(Exercise):
Lift every line from the entries that includes the word "list".

(Dataset records):
Start of Block

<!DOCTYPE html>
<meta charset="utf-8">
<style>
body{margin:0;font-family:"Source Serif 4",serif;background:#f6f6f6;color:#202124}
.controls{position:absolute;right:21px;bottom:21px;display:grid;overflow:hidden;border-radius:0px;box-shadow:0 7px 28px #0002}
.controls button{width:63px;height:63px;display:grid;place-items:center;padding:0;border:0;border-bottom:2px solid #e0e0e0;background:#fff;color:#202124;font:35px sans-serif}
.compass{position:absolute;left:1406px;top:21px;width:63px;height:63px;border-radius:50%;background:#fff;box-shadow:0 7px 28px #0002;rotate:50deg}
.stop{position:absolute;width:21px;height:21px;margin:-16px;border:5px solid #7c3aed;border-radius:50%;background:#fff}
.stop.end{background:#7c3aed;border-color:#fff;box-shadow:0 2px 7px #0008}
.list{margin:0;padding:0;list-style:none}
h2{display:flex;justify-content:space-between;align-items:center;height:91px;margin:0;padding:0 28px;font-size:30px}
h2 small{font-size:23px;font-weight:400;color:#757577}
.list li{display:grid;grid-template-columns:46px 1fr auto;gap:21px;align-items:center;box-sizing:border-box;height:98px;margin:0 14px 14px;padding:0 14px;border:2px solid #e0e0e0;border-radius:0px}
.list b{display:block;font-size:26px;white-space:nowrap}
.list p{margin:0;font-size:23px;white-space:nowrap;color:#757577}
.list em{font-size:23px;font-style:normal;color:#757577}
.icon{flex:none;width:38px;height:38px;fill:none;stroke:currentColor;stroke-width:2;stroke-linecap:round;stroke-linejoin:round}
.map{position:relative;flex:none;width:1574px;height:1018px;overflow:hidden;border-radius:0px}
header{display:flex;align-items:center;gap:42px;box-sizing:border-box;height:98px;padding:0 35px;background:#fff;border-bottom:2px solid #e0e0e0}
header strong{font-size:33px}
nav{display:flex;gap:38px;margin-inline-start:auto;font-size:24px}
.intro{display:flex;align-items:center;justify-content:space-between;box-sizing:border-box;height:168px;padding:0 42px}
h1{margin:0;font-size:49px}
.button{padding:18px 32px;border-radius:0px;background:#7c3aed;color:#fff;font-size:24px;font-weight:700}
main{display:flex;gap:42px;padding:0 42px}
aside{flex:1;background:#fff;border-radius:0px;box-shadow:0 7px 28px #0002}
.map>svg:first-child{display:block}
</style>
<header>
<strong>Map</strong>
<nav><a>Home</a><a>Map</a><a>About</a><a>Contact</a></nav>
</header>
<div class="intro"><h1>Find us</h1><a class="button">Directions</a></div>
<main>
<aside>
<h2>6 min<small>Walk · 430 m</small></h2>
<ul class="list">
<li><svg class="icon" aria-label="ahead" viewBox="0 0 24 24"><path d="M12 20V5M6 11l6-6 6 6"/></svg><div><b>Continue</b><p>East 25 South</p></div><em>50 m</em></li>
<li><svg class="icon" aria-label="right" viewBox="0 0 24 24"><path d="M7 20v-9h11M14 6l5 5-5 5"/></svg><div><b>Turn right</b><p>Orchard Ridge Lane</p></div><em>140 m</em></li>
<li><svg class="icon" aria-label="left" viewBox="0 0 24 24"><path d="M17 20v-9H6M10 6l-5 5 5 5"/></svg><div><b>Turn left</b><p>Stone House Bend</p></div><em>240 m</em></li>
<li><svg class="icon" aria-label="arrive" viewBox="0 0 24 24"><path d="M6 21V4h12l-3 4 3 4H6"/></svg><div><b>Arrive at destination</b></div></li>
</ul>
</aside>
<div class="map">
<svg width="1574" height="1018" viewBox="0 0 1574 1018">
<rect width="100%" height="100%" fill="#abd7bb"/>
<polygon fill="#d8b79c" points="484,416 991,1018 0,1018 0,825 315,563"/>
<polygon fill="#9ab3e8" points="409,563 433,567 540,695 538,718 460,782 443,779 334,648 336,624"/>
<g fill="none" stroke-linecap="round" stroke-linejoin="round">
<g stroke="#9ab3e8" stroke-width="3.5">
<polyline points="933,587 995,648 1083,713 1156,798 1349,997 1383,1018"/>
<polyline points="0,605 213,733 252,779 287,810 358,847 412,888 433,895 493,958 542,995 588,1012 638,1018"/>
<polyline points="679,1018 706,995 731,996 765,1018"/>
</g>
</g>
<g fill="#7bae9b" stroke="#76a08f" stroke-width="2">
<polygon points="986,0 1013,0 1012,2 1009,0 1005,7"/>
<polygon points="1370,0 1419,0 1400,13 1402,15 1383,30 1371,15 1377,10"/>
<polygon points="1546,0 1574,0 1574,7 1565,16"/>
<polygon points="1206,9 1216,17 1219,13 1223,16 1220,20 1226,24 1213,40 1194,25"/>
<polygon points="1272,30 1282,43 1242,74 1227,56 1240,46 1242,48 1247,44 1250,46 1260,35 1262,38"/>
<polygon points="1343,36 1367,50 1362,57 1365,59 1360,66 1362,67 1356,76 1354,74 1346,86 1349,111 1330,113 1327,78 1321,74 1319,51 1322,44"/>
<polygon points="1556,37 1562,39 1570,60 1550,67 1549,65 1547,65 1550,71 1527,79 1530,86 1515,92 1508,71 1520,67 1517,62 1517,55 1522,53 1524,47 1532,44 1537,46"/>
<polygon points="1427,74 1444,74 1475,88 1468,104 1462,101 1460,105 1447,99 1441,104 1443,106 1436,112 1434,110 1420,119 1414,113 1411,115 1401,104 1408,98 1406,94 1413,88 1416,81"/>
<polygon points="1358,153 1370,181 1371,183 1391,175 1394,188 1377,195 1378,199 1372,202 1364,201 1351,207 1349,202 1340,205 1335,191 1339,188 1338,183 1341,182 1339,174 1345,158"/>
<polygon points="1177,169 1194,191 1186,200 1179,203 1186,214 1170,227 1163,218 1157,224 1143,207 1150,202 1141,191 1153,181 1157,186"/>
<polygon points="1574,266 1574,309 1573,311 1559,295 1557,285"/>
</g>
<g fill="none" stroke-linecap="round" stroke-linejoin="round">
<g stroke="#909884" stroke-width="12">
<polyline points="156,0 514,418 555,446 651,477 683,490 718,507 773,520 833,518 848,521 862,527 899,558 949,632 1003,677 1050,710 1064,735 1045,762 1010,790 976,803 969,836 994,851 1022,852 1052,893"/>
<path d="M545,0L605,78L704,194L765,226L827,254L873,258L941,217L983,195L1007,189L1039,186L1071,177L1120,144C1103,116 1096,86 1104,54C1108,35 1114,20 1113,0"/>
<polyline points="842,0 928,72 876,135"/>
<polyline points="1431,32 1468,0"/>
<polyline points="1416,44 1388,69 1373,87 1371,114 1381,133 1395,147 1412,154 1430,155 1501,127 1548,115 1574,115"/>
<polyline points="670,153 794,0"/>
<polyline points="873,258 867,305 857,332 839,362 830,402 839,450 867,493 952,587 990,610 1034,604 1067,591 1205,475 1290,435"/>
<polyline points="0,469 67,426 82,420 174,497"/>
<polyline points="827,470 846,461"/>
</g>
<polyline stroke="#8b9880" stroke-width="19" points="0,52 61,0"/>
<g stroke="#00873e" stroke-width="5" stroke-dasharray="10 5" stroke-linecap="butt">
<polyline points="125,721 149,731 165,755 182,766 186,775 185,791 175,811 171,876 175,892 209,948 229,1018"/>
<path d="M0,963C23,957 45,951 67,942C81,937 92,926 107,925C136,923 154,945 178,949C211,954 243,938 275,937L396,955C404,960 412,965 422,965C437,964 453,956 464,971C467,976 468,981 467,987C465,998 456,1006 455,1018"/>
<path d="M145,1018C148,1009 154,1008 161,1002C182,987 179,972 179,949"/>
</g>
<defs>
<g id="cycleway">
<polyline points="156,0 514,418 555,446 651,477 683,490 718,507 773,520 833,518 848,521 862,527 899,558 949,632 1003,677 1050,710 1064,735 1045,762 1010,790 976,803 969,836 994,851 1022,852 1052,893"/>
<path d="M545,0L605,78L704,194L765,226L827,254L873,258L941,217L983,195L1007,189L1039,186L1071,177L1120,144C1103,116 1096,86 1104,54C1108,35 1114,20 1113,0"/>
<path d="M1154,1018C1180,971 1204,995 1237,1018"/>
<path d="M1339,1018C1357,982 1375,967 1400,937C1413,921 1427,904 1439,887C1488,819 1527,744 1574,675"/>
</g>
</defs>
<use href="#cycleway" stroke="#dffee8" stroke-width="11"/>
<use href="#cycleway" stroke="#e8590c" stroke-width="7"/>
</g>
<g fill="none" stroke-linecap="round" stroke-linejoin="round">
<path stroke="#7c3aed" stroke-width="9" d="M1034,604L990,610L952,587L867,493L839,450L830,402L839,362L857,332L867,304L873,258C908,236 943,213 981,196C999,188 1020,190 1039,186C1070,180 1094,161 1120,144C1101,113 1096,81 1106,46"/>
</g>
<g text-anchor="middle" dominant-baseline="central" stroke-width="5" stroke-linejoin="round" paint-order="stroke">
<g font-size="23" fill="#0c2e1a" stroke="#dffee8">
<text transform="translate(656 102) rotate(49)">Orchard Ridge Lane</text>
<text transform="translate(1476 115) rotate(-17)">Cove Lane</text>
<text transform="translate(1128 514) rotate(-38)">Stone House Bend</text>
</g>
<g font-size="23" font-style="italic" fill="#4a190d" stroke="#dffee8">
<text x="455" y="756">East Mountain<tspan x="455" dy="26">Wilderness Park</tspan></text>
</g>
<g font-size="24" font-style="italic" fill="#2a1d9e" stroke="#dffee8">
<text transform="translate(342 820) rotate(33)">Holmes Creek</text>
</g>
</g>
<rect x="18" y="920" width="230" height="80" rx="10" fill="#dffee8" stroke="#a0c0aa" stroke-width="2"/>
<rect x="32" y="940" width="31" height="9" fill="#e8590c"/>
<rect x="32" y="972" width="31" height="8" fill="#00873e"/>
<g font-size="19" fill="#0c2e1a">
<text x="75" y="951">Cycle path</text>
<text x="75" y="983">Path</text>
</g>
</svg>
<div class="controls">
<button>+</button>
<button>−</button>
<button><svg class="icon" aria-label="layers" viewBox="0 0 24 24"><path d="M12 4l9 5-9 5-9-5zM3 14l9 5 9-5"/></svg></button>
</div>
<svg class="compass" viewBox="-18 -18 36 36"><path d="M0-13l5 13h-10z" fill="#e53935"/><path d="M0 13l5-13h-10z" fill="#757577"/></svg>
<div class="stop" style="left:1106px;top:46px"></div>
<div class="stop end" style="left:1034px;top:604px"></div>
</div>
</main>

End of Block

(Solution to the exercise):
.list{margin:0;padding:0;list-style:none}
.list li{display:grid;grid-template-columns:46px 1fr auto;gap:21px;align-items:center;box-sizing:border-box;height:98px;margin:0 14px 14px;padding:0 14px;border:2px solid #e0e0e0;border-radius:0px}
.list b{display:block;font-size:26px;white-space:nowrap}
.list p{margin:0;font-size:23px;white-space:nowrap;color:#757577}
.list em{font-size:23px;font-style:normal;color:#757577}
<ul class="list">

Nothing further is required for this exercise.